Keeping Oxygen Out After Removal
Deoxygenated water re-absorbs oxygen rapidly when exposed to air, especially if disturbed. Turbulence, splashing, and even pouring water between containers can reintroduce significant oxygen in seconds. Still water re-oxygenates more slowly but will eventually return to equilibrium with the atmosphere.
To maintain low oxygen levels, store deoxygenated water in sealed containers with minimal headspace. If you must work with it in open air, blanket the surface with nitrogen or argon gas. Use tubing and transfer lines rather than pouring. For critical applications, keep a slow nitrogen purge flowing over the water surface during use. Every connection point, valve, and seal is a potential entry point for oxygen, so the tighter your system, the longer your water stays deoxygenated.
Choosing the Right Method
- Small lab volumes (under 1 liter): Nitrogen sparging through a glass frit for 20 to 30 minutes, or vacuum degassing at low mbar pressures. Both reach sub-ppm oxygen levels reliably.

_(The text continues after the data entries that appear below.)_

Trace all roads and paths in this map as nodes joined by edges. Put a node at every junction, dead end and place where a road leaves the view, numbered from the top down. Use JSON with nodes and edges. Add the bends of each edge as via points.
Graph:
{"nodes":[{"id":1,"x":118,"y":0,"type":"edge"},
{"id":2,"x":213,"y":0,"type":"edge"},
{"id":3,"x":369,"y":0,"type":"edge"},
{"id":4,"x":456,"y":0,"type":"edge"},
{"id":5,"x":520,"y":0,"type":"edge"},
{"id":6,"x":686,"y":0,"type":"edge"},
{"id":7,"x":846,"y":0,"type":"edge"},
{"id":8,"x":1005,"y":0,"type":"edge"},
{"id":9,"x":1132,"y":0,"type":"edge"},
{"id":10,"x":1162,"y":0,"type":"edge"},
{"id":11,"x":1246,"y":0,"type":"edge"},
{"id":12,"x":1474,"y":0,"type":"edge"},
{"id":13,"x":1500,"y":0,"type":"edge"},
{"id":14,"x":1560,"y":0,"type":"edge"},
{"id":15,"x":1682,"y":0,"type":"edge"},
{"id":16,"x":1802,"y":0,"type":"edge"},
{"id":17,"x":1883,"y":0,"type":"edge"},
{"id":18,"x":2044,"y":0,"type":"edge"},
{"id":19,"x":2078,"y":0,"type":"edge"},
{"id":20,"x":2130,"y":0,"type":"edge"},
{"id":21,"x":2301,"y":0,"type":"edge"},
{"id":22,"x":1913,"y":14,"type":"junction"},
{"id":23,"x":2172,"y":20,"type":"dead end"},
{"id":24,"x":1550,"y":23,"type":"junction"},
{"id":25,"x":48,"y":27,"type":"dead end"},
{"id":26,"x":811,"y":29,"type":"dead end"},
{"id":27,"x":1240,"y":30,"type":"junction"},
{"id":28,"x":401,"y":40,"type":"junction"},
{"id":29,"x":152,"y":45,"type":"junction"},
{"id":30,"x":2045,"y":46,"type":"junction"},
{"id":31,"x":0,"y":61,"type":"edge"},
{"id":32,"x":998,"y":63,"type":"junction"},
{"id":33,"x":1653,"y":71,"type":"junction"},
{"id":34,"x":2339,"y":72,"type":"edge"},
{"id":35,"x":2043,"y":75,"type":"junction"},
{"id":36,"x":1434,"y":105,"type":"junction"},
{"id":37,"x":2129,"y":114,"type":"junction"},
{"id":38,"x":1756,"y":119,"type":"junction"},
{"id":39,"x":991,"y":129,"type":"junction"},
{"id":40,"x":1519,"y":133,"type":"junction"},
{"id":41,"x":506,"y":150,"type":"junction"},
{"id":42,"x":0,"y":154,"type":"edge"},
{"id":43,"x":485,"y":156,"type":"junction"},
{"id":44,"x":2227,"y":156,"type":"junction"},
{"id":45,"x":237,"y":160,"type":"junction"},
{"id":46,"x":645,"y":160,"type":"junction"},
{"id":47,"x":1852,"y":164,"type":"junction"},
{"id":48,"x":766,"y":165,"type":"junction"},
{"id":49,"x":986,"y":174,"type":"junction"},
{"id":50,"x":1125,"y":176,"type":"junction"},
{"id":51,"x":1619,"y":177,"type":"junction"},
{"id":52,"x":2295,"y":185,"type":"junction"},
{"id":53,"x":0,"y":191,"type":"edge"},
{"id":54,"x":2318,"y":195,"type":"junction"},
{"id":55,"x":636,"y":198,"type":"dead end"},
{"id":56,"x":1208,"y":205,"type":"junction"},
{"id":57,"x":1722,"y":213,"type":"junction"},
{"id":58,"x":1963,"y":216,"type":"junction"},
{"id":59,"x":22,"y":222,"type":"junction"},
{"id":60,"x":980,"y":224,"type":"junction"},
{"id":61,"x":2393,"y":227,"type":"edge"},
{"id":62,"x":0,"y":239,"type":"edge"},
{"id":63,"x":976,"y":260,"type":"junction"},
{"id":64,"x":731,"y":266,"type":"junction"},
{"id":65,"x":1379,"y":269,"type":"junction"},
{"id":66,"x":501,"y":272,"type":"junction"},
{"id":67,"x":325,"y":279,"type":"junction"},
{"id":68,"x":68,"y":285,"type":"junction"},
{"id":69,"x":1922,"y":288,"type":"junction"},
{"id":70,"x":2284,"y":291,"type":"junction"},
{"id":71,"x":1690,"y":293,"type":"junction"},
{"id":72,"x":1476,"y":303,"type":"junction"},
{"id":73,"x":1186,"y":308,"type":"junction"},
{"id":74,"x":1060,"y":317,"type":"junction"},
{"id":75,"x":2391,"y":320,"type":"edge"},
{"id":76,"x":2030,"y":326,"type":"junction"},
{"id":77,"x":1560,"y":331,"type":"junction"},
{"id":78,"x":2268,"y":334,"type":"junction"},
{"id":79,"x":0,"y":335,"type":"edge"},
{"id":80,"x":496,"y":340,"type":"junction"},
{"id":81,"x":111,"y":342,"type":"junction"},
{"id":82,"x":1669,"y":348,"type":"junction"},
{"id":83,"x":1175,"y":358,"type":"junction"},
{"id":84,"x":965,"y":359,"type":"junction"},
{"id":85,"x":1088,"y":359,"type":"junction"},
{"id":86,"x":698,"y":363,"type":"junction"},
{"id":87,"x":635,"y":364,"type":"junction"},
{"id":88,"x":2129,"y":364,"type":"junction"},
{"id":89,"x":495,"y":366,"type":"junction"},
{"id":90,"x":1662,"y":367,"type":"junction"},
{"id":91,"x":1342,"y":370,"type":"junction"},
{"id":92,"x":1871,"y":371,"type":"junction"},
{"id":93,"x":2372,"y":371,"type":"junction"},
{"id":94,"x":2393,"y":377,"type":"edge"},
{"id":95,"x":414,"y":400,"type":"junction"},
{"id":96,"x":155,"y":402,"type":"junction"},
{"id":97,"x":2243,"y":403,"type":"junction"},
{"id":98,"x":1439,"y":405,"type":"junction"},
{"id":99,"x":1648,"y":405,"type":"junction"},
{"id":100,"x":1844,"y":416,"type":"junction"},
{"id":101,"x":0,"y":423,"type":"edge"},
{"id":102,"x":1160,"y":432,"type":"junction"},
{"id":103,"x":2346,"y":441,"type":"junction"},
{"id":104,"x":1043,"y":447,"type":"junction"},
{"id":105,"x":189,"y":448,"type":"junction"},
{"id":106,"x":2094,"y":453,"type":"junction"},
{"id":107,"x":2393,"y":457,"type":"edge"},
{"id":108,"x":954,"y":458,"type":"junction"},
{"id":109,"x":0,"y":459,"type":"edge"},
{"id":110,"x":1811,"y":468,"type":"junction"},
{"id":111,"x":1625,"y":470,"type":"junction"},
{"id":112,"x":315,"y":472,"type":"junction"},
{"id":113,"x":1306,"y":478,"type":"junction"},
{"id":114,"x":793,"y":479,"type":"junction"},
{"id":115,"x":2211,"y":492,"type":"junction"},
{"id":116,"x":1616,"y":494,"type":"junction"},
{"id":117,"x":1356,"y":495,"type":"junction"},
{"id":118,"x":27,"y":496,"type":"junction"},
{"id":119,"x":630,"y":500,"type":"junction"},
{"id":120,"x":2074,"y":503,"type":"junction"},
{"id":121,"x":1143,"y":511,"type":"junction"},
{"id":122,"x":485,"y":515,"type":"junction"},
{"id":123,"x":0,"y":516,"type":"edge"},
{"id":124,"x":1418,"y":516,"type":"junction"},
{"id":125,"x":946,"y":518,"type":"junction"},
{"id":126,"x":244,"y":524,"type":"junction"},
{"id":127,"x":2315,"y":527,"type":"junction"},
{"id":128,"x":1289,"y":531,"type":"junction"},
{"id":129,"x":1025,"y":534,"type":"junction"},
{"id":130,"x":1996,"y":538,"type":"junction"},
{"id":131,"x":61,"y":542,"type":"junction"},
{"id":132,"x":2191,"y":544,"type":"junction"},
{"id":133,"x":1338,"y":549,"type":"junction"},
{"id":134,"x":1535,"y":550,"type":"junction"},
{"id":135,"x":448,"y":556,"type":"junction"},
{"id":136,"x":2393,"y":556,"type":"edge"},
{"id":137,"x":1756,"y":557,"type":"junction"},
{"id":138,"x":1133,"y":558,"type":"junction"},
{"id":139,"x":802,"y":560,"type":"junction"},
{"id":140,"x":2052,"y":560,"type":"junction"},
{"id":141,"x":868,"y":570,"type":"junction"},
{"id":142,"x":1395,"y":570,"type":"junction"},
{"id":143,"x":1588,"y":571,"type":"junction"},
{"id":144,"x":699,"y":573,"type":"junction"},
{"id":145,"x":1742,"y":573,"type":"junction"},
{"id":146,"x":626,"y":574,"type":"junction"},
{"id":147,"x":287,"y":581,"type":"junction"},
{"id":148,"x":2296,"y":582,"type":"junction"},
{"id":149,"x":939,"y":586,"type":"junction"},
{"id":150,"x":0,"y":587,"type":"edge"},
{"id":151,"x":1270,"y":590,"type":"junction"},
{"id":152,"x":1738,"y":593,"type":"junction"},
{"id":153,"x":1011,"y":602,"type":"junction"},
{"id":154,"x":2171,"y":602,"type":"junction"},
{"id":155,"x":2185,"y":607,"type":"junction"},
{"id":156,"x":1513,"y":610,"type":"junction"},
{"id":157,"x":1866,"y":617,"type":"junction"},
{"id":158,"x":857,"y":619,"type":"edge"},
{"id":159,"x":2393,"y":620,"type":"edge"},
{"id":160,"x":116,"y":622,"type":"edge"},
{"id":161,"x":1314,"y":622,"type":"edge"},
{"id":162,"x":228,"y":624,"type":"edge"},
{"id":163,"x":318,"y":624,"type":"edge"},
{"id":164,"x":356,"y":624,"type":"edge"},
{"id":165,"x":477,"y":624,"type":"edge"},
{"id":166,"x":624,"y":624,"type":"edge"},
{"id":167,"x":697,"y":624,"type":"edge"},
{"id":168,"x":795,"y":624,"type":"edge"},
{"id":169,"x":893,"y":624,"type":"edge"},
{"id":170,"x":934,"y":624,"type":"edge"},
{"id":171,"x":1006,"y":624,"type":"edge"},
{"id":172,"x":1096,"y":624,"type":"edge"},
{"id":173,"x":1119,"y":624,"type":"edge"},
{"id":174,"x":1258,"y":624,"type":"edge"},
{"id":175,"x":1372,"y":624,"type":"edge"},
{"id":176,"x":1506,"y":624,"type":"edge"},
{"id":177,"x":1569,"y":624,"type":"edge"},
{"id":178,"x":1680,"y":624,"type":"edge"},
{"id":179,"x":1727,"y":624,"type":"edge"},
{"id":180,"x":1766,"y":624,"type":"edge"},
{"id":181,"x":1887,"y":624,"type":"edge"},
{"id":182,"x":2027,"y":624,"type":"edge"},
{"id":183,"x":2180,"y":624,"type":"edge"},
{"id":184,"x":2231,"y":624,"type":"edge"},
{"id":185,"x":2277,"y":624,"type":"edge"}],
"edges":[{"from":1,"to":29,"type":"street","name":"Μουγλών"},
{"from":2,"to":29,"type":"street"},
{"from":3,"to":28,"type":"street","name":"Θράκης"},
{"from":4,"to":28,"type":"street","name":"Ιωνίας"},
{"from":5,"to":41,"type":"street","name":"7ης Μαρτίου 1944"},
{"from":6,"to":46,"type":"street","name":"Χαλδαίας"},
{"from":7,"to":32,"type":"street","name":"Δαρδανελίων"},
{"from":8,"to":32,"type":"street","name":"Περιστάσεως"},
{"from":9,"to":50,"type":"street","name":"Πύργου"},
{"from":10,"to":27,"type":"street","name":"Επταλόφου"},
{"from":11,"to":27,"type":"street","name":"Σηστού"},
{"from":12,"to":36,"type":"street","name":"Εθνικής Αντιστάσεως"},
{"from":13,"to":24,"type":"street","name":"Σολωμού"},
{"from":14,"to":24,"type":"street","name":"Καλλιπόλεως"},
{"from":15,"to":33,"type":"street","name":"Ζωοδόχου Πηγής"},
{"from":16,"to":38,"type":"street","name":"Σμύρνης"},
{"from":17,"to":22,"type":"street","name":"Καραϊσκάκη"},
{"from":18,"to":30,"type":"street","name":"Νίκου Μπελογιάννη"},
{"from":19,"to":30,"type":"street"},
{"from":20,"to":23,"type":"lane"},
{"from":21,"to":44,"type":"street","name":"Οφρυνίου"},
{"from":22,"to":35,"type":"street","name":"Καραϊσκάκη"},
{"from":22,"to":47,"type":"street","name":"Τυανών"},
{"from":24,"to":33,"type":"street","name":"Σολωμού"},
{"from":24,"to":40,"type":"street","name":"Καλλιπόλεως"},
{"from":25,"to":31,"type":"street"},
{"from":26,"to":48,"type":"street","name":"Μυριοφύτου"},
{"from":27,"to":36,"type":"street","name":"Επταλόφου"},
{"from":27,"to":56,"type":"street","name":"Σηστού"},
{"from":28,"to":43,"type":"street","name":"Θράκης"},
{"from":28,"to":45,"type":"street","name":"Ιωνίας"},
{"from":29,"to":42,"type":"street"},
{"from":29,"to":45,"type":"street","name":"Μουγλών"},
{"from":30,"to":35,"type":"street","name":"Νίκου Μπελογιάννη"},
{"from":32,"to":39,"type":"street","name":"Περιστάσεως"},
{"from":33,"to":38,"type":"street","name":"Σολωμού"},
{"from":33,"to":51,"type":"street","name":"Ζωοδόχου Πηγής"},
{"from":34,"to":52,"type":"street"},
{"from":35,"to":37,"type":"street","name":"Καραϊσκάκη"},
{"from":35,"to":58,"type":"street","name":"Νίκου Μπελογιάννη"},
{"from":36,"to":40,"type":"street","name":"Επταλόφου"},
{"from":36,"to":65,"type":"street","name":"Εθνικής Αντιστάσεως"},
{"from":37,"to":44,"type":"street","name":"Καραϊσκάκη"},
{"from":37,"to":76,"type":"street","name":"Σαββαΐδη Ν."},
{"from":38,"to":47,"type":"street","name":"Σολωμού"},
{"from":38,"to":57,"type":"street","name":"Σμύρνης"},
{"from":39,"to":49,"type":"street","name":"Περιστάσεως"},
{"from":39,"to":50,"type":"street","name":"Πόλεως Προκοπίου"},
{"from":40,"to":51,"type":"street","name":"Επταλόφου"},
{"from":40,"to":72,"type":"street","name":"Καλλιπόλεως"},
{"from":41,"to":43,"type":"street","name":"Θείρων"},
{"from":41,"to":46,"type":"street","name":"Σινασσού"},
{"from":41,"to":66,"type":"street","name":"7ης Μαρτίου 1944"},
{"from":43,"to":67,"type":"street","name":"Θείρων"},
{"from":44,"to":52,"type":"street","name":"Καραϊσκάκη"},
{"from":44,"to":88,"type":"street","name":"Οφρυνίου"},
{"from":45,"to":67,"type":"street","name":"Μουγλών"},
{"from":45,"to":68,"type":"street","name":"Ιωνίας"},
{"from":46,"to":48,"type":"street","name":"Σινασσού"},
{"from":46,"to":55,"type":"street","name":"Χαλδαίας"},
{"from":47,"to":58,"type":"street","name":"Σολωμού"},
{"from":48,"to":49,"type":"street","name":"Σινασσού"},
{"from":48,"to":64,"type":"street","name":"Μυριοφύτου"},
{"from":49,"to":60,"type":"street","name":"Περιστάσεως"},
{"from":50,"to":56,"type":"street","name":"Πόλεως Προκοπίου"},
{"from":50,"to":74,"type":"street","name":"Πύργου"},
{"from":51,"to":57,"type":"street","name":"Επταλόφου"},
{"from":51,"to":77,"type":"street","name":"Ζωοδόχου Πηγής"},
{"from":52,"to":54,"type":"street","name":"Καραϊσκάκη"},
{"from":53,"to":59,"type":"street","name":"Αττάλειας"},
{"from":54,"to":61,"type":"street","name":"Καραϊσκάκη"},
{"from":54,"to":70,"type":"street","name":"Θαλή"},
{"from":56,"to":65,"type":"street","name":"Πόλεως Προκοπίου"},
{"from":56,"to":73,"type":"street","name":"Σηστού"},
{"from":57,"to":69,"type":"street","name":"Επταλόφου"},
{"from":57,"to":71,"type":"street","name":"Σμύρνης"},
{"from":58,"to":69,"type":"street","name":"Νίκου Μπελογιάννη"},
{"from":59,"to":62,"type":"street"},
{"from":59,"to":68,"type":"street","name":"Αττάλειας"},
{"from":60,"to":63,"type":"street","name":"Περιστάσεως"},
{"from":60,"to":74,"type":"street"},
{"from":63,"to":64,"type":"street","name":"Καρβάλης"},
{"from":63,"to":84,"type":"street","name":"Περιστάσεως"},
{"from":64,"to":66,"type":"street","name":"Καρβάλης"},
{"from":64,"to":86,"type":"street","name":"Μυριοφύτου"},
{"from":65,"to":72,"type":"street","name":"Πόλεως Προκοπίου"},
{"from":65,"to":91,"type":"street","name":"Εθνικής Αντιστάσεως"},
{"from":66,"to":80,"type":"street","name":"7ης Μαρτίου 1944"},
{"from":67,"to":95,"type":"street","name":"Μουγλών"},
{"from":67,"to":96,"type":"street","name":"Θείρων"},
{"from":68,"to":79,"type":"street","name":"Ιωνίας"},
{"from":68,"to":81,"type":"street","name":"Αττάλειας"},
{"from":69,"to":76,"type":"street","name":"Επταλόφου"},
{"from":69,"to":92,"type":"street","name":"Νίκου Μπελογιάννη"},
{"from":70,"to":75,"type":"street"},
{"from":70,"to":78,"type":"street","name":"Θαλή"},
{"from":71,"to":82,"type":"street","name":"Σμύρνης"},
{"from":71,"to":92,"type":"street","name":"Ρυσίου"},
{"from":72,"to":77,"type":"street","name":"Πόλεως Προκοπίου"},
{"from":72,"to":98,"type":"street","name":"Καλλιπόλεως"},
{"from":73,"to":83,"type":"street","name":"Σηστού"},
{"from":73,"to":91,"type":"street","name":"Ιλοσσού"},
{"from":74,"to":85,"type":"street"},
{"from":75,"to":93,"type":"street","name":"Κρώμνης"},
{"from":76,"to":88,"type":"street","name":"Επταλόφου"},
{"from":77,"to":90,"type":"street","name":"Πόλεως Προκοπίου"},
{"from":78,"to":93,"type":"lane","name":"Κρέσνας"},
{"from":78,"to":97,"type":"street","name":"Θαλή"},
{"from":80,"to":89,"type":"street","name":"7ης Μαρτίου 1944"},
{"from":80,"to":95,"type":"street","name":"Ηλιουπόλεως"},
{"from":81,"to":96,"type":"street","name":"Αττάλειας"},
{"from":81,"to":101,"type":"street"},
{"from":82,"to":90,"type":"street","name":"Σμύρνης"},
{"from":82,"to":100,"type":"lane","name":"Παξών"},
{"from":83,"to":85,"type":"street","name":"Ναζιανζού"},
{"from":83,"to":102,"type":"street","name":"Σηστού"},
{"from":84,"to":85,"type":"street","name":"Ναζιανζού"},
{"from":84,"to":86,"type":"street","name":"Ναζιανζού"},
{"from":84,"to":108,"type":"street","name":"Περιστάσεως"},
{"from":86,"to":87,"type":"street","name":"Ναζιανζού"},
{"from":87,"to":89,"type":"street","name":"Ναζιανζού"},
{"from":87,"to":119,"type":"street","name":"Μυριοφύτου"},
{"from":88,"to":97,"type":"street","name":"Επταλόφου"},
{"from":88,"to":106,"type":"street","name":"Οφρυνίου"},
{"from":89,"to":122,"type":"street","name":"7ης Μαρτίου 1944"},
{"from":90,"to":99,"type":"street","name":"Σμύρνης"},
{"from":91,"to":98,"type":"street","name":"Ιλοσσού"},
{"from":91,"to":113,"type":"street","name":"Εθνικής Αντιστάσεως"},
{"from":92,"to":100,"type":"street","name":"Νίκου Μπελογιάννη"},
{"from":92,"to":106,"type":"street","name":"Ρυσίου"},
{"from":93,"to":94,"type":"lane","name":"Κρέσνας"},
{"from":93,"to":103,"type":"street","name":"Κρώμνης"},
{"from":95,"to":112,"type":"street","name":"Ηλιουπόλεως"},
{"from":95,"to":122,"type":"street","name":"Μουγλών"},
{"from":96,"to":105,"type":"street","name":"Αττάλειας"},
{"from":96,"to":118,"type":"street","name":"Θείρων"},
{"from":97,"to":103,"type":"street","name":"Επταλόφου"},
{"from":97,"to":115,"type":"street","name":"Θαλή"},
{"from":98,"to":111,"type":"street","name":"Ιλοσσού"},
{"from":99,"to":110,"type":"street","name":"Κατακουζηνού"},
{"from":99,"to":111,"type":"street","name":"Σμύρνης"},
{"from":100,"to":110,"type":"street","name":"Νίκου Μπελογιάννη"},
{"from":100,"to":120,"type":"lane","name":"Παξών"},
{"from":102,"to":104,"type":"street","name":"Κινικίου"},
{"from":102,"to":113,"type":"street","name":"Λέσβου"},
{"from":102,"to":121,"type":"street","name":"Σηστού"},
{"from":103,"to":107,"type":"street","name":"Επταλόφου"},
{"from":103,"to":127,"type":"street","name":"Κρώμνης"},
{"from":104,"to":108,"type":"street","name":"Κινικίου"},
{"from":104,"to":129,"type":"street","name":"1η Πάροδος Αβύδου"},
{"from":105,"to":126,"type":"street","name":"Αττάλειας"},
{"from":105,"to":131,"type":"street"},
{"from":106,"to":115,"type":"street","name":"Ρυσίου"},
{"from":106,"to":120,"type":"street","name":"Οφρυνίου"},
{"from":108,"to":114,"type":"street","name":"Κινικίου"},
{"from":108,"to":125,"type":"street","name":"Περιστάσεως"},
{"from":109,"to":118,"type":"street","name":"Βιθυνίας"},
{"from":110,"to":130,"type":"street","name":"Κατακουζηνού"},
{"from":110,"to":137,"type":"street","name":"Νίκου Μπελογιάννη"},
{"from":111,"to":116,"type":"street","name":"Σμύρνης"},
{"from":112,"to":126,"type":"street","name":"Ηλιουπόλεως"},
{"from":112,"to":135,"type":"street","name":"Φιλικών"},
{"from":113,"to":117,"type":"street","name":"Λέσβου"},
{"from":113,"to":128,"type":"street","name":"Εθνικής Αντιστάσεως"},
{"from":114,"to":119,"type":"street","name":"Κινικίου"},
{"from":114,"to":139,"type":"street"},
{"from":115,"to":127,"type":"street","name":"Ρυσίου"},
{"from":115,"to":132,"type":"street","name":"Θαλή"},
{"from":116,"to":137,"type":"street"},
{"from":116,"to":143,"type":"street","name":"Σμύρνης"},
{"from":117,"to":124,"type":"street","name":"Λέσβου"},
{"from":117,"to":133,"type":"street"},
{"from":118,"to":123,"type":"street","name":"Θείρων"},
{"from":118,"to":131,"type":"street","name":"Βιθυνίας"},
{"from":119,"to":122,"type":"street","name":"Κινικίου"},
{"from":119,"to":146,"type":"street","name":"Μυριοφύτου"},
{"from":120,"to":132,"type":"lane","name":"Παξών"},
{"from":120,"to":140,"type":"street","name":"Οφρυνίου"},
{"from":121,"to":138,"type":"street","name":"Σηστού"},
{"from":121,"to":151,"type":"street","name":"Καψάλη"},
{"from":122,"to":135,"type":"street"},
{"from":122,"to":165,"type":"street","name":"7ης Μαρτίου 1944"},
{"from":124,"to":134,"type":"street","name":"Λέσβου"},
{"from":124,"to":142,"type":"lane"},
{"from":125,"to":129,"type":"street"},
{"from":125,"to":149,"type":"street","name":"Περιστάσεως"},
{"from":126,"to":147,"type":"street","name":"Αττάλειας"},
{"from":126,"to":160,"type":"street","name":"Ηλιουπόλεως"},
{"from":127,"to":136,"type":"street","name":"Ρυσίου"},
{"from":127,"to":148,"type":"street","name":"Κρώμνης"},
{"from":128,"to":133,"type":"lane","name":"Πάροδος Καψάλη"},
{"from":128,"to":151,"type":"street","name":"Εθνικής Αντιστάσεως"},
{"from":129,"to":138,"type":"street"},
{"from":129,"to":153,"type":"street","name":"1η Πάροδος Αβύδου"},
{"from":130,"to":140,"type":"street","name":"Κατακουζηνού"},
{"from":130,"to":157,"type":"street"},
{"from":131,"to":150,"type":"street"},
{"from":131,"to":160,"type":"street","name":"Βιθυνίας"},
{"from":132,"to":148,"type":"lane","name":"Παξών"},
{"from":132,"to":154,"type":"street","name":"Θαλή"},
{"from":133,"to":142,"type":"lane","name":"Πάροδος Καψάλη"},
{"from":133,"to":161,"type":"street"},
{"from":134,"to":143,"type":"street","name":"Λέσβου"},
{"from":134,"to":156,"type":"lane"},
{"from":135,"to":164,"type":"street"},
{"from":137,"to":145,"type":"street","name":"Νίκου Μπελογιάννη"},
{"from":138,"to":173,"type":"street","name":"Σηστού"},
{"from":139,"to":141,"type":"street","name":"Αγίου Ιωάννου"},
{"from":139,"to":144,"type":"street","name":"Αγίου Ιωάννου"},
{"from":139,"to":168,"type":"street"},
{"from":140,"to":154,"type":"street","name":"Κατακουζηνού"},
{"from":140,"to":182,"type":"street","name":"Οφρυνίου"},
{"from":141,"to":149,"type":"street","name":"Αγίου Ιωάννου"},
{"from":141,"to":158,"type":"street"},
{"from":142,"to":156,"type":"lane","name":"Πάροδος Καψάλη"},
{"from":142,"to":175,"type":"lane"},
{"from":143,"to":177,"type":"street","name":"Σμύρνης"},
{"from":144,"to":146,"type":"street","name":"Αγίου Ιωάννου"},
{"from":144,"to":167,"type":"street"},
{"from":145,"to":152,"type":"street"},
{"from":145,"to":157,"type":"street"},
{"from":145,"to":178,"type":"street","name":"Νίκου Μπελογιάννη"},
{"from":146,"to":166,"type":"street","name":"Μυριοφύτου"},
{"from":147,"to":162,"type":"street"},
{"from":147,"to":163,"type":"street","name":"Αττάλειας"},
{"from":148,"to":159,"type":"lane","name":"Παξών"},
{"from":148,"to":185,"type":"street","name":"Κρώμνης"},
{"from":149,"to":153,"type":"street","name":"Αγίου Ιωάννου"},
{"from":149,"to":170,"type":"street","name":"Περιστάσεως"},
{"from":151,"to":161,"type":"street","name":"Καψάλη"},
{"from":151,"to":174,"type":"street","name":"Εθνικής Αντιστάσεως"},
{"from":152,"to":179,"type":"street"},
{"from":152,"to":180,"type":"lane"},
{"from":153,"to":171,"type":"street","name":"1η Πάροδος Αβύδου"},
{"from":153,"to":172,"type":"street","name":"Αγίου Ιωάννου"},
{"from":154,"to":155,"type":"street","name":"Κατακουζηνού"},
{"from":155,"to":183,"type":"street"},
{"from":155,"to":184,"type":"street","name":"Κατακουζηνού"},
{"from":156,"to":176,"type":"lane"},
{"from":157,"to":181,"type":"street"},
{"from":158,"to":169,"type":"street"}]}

- Home brewing or food applications: Boiling with immediate sealed transfer, or ascorbic acid addition if trace acidity is acceptable.
- Industrial boiler water: Sodium sulfite with a cobalt catalyst, dosed continuously into the feed line.
- Continuous flow systems: Membrane contactors or inline vacuum degassers, which operate without consumable chemicals.
- Quick and approximate: Boiling for 10 to 15 minutes removes the bulk of dissolved oxygen without any special supplies.